* _TASK STATEMENT_:
If a line holds the word "Fountain", copy it from the entries.

--- AVAILABLE DATA ---

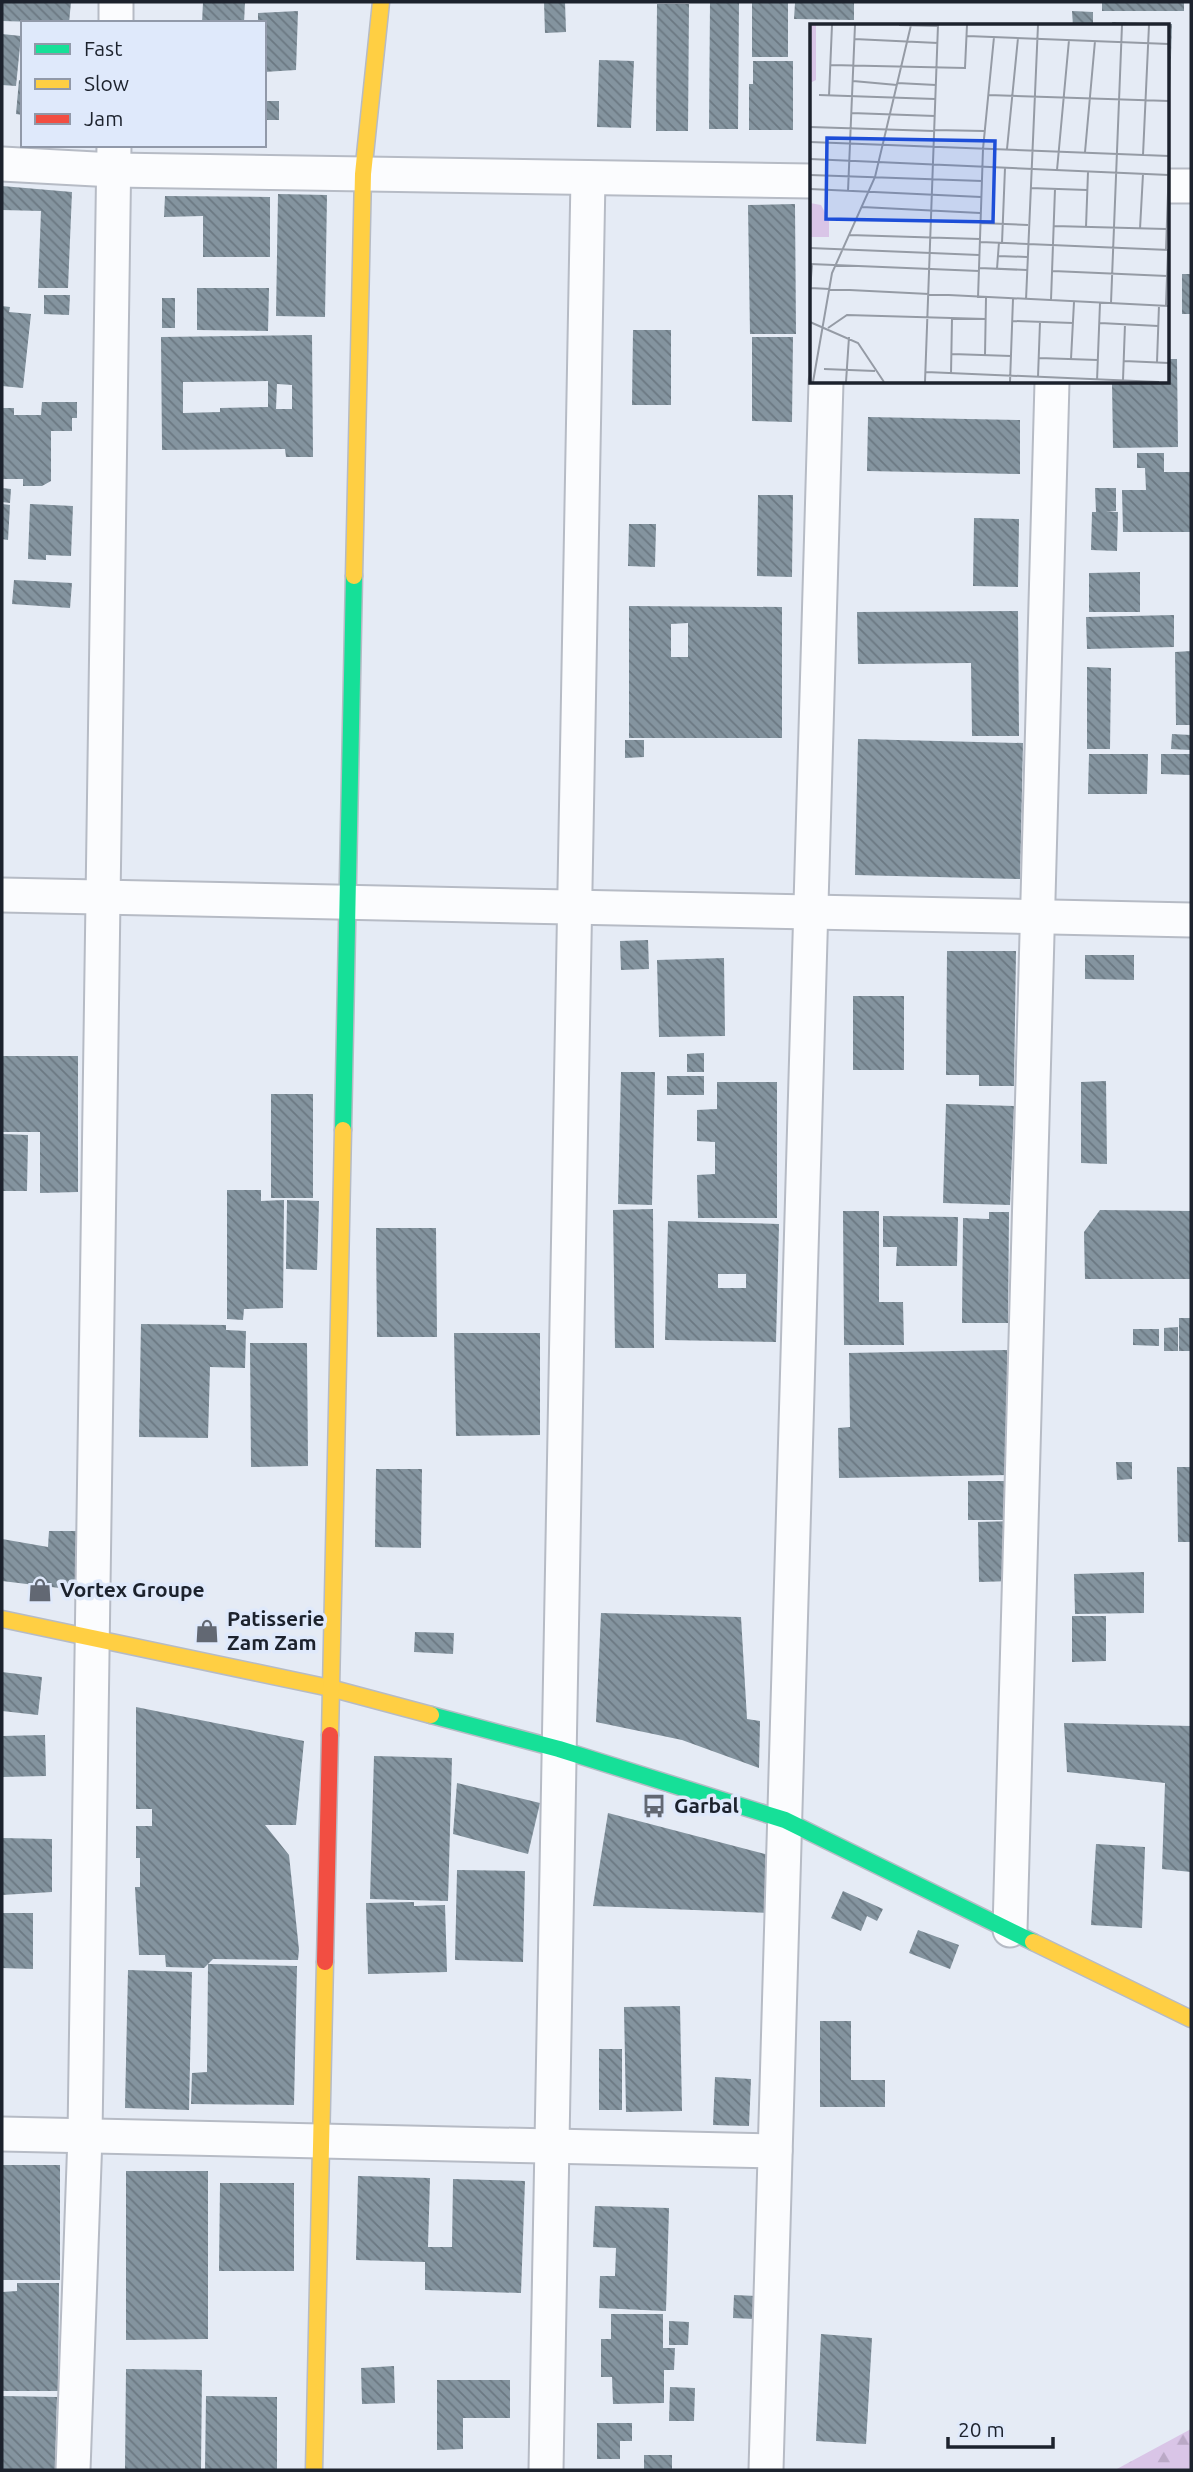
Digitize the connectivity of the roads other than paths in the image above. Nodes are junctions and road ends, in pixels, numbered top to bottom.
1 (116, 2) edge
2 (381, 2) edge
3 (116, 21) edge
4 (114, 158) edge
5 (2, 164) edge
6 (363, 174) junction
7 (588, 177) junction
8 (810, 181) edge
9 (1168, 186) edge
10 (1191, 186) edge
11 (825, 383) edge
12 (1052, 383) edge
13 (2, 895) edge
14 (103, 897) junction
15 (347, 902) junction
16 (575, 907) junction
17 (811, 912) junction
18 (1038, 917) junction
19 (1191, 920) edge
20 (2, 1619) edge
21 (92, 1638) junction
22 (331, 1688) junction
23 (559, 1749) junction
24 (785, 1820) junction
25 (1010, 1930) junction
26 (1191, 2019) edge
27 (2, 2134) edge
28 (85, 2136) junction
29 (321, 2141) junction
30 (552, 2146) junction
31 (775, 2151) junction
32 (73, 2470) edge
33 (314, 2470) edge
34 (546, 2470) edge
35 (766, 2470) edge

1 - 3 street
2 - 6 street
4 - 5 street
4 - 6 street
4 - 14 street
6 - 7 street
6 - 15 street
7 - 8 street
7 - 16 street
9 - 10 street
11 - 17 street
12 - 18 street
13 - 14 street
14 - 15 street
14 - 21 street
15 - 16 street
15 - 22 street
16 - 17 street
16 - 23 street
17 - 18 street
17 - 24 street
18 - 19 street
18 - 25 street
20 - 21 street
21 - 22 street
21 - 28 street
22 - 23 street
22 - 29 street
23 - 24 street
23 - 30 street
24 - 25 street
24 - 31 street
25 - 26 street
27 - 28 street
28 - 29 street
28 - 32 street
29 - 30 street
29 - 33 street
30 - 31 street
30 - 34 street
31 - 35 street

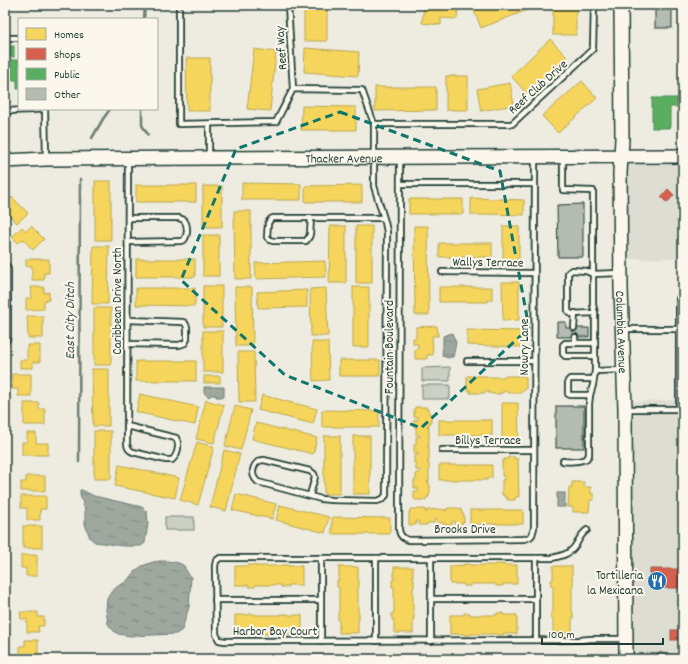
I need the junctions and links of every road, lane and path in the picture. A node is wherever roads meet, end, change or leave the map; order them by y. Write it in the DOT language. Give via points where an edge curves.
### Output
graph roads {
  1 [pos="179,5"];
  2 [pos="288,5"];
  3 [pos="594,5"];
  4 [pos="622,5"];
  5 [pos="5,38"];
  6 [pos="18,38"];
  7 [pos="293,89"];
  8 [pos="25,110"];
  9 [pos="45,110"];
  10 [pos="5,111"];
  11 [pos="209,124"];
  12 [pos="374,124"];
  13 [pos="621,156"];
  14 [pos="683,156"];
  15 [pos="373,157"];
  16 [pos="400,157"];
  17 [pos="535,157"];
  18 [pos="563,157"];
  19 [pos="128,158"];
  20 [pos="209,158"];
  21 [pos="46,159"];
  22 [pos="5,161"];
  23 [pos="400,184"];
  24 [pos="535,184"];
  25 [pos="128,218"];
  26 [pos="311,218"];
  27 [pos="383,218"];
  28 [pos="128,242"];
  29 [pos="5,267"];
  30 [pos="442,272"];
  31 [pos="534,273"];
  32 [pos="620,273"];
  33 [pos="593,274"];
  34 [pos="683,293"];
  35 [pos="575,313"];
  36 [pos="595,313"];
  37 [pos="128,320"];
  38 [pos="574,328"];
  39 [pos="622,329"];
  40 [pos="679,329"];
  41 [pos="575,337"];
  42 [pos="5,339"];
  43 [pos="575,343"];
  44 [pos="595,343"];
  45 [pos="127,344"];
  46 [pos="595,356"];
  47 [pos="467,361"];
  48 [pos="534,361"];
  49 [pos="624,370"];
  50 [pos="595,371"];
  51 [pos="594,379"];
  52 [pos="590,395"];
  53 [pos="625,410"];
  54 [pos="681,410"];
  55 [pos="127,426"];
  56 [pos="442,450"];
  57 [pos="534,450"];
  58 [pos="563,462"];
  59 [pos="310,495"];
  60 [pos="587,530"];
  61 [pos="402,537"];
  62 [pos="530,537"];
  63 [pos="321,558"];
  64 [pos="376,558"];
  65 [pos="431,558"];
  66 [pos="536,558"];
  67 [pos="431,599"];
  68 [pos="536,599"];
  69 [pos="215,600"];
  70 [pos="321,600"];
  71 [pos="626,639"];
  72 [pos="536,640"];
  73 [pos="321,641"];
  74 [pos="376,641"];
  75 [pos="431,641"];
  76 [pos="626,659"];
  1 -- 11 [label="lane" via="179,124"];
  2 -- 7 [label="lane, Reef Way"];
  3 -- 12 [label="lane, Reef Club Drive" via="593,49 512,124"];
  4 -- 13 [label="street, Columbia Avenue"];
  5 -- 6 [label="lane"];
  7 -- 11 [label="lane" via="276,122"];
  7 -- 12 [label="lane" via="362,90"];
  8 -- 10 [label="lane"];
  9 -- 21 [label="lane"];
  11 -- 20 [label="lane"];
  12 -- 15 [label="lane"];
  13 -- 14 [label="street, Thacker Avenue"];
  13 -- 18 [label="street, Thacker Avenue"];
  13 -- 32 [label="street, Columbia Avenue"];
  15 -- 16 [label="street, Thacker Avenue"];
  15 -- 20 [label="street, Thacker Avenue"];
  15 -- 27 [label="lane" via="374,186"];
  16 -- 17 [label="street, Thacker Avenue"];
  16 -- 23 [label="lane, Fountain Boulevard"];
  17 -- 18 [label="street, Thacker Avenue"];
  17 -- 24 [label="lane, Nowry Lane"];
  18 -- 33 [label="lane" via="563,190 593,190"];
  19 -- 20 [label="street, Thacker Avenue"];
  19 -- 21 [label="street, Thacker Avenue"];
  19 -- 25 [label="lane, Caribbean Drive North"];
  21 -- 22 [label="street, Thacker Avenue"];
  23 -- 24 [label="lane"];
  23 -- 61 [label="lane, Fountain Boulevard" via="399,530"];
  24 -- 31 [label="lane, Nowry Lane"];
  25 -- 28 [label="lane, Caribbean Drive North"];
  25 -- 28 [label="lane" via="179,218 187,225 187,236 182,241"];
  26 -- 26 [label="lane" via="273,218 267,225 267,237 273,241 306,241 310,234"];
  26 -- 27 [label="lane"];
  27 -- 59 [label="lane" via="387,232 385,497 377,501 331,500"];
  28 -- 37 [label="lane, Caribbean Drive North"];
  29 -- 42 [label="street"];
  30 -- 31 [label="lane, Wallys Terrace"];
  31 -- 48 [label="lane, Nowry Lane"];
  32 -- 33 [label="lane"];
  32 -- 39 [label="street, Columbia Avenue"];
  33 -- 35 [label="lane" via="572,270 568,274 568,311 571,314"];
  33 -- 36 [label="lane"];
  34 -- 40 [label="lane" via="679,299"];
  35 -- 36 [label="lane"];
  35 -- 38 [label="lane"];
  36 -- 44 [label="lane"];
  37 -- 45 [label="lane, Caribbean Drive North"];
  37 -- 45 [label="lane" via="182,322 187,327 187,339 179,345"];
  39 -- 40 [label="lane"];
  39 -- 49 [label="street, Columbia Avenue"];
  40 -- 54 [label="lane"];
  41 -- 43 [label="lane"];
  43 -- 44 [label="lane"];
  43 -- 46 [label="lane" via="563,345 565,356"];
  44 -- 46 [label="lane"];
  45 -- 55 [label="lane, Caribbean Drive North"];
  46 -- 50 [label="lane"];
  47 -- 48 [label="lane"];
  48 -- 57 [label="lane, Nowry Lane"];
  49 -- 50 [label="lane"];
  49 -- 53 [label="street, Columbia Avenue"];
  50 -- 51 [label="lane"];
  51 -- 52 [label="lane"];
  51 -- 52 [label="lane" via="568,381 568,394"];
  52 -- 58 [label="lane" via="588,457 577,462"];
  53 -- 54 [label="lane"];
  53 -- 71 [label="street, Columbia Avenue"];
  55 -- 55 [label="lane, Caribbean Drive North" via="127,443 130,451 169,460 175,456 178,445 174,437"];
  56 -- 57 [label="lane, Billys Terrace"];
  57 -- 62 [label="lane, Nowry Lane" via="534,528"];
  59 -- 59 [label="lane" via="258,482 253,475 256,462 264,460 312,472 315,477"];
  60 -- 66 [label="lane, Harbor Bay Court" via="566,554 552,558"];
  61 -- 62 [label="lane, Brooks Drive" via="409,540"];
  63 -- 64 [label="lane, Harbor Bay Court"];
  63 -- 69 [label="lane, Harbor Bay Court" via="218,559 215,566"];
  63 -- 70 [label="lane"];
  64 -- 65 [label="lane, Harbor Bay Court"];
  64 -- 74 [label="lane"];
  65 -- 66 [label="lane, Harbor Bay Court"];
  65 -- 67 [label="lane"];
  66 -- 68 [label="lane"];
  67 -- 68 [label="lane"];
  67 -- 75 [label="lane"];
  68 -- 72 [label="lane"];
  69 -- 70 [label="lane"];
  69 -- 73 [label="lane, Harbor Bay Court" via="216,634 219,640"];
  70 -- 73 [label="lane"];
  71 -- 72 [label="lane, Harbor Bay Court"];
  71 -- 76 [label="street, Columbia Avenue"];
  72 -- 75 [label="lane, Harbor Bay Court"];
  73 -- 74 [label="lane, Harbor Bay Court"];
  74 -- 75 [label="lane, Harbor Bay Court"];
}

---

* _EXERCISE OUTPUT_:
  16 -- 23 [label="lane, Fountain Boulevard"];
  23 -- 61 [label="lane, Fountain Boulevard" via="399,530"];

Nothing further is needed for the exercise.